◆ **Input material**
___
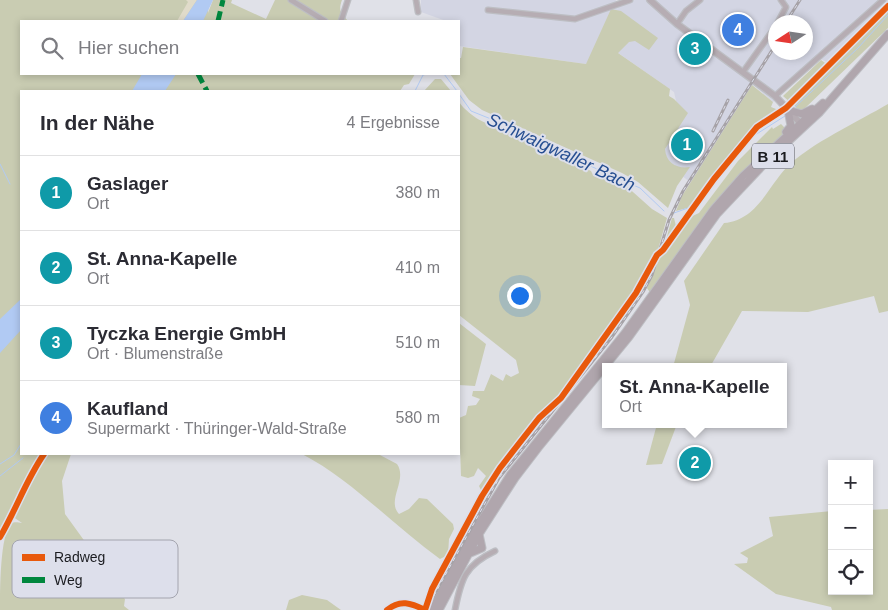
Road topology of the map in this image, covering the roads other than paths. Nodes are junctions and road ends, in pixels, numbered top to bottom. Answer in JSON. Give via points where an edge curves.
{"nodes":[{"id":1,"x":291,"y":0,"type":"edge"},
{"id":2,"x":348,"y":0,"type":"edge"},
{"id":3,"x":416,"y":0,"type":"edge"},
{"id":4,"x":630,"y":0,"type":"edge"},
{"id":5,"x":650,"y":0,"type":"edge"},
{"id":6,"x":700,"y":0,"type":"edge"},
{"id":7,"x":780,"y":0,"type":"edge"},
{"id":8,"x":883,"y":0,"type":"edge"},
{"id":9,"x":488,"y":10,"type":"dead end"},
{"id":10,"x":418,"y":12,"type":"dead end"},
{"id":11,"x":782,"y":15,"type":"edge"},
{"id":12,"x":323,"y":20,"type":"edge"},
{"id":13,"x":341,"y":20,"type":"edge"},
{"id":14,"x":677,"y":24,"type":"junction"},
{"id":15,"x":888,"y":34,"type":"edge"},
{"id":16,"x":768,"y":37,"type":"edge"},
{"id":17,"x":743,"y":72,"type":"junction"},
{"id":18,"x":837,"y":91,"type":"junction"},
{"id":19,"x":775,"y":96,"type":"junction"},
{"id":20,"x":821,"y":104,"type":"junction"},
{"id":21,"x":788,"y":110,"type":"junction"},
{"id":22,"x":802,"y":126,"type":"junction"},
{"id":23,"x":776,"y":145,"type":"junction"},
{"id":24,"x":608,"y":363,"type":"edge"},
{"id":25,"x":602,"y":370,"type":"edge"},
{"id":26,"x":479,"y":534,"type":"junction"},
{"id":27,"x":482,"y":548,"type":"junction"},
{"id":28,"x":495,"y":551,"type":"dead end"},
{"id":29,"x":468,"y":554,"type":"junction"},
{"id":30,"x":488,"y":555,"type":"junction"},
{"id":31,"x":424,"y":609,"type":"edge"},
{"id":32,"x":388,"y":610,"type":"edge"},
{"id":33,"x":432,"y":610,"type":"edge"},
{"id":34,"x":439,"y":610,"type":"edge"},
{"id":35,"x":455,"y":610,"type":"edge"}],
"edges":[{"from":1,"to":12,"type":"street"},
{"from":2,"to":13,"type":"street"},
{"from":3,"to":10,"type":"street"},
{"from":4,"to":9,"type":"street","via":[[575,19]]},
{"from":5,"to":14,"type":"street"},
{"from":6,"to":14,"type":"street"},
{"from":7,"to":11,"type":"street","via":[[786,8]]},
{"from":8,"to":19,"type":"street"},
{"from":14,"to":17,"type":"street"},
{"from":15,"to":18,"type":"main road","number":"B 11"},
{"from":16,"to":17,"type":"street"},
{"from":17,"to":19,"type":"street"},
{"from":18,"to":20,"type":"main road","number":"B 11"},
{"from":18,"to":22,"type":"main road","number":"B 11"},
{"from":19,"to":21,"type":"street"},
{"from":20,"to":21,"type":"main road","via":[[802,114]]},
{"from":20,"to":22,"type":"main road","number":"B 11"},
{"from":21,"to":22,"type":"street"},
{"from":21,"to":23,"type":"main road","via":[[791,126]]},
{"from":22,"to":23,"type":"main road","number":"B 11"},
{"from":22,"to":24,"type":"main road","number":"B 11","via":[[717,214]]},
{"from":23,"to":33,"type":"main road","number":"B 11","via":[[713,210],[625,334],[527,452],[487,510]]},
{"from":25,"to":26,"type":"main road","number":"B 11","via":[[538,448]]},
{"from":26,"to":27,"type":"main road"},
{"from":26,"to":29,"type":"main road","number":"B 11"},
{"from":27,"to":29,"type":"main road"},
{"from":27,"to":30,"type":"street"},
{"from":28,"to":30,"type":"street"},
{"from":29,"to":34,"type":"main road","number":"B 11"},
{"from":30,"to":35,"type":"street","via":[[466,572]]},
{"from":31,"to":32,"type":"street","via":[[398,603]]}]}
___
◆ **The task**
Reproduce the whole listing above word for word, but not its pictures.

◆ **Answer space**
Road topology of the map in this image, covering the roads other than paths. Nodes are junctions and road ends, in pixels, numbered top to bottom. Answer in JSON. Give via points where an edge curves.
{"nodes":[{"id":1,"x":291,"y":0,"type":"edge"},
{"id":2,"x":348,"y":0,"type":"edge"},
{"id":3,"x":416,"y":0,"type":"edge"},
{"id":4,"x":630,"y":0,"type":"edge"},
{"id":5,"x":650,"y":0,"type":"edge"},
{"id":6,"x":700,"y":0,"type":"edge"},
{"id":7,"x":780,"y":0,"type":"edge"},
{"id":8,"x":883,"y":0,"type":"edge"},
{"id":9,"x":488,"y":10,"type":"dead end"},
{"id":10,"x":418,"y":12,"type":"dead end"},
{"id":11,"x":782,"y":15,"type":"edge"},
{"id":12,"x":323,"y":20,"type":"edge"},
{"id":13,"x":341,"y":20,"type":"edge"},
{"id":14,"x":677,"y":24,"type":"junction"},
{"id":15,"x":888,"y":34,"type":"edge"},
{"id":16,"x":768,"y":37,"type":"edge"},
{"id":17,"x":743,"y":72,"type":"junction"},
{"id":18,"x":837,"y":91,"type":"junction"},
{"id":19,"x":775,"y":96,"type":"junction"},
{"id":20,"x":821,"y":104,"type":"junction"},
{"id":21,"x":788,"y":110,"type":"junction"},
{"id":22,"x":802,"y":126,"type":"junction"},
{"id":23,"x":776,"y":145,"type":"junction"},
{"id":24,"x":608,"y":363,"type":"edge"},
{"id":25,"x":602,"y":370,"type":"edge"},
{"id":26,"x":479,"y":534,"type":"junction"},
{"id":27,"x":482,"y":548,"type":"junction"},
{"id":28,"x":495,"y":551,"type":"dead end"},
{"id":29,"x":468,"y":554,"type":"junction"},
{"id":30,"x":488,"y":555,"type":"junction"},
{"id":31,"x":424,"y":609,"type":"edge"},
{"id":32,"x":388,"y":610,"type":"edge"},
{"id":33,"x":432,"y":610,"type":"edge"},
{"id":34,"x":439,"y":610,"type":"edge"},
{"id":35,"x":455,"y":610,"type":"edge"}],
"edges":[{"from":1,"to":12,"type":"street"},
{"from":2,"to":13,"type":"street"},
{"from":3,"to":10,"type":"street"},
{"from":4,"to":9,"type":"street","via":[[575,19]]},
{"from":5,"to":14,"type":"street"},
{"from":6,"to":14,"type":"street"},
{"from":7,"to":11,"type":"street","via":[[786,8]]},
{"from":8,"to":19,"type":"street"},
{"from":14,"to":17,"type":"street"},
{"from":15,"to":18,"type":"main road","number":"B 11"},
{"from":16,"to":17,"type":"street"},
{"from":17,"to":19,"type":"street"},
{"from":18,"to":20,"type":"main road","number":"B 11"},
{"from":18,"to":22,"type":"main road","number":"B 11"},
{"from":19,"to":21,"type":"street"},
{"from":20,"to":21,"type":"main road","via":[[802,114]]},
{"from":20,"to":22,"type":"main road","number":"B 11"},
{"from":21,"to":22,"type":"street"},
{"from":21,"to":23,"type":"main road","via":[[791,126]]},
{"from":22,"to":23,"type":"main road","number":"B 11"},
{"from":22,"to":24,"type":"main road","number":"B 11","via":[[717,214]]},
{"from":23,"to":33,"type":"main road","number":"B 11","via":[[713,210],[625,334],[527,452],[487,510]]},
{"from":25,"to":26,"type":"main road","number":"B 11","via":[[538,448]]},
{"from":26,"to":27,"type":"main road"},
{"from":26,"to":29,"type":"main road","number":"B 11"},
{"from":27,"to":29,"type":"main road"},
{"from":27,"to":30,"type":"street"},
{"from":28,"to":30,"type":"street"},
{"from":29,"to":34,"type":"main road","number":"B 11"},
{"from":30,"to":35,"type":"street","via":[[466,572]]},
{"from":31,"to":32,"type":"street","via":[[398,603]]}]}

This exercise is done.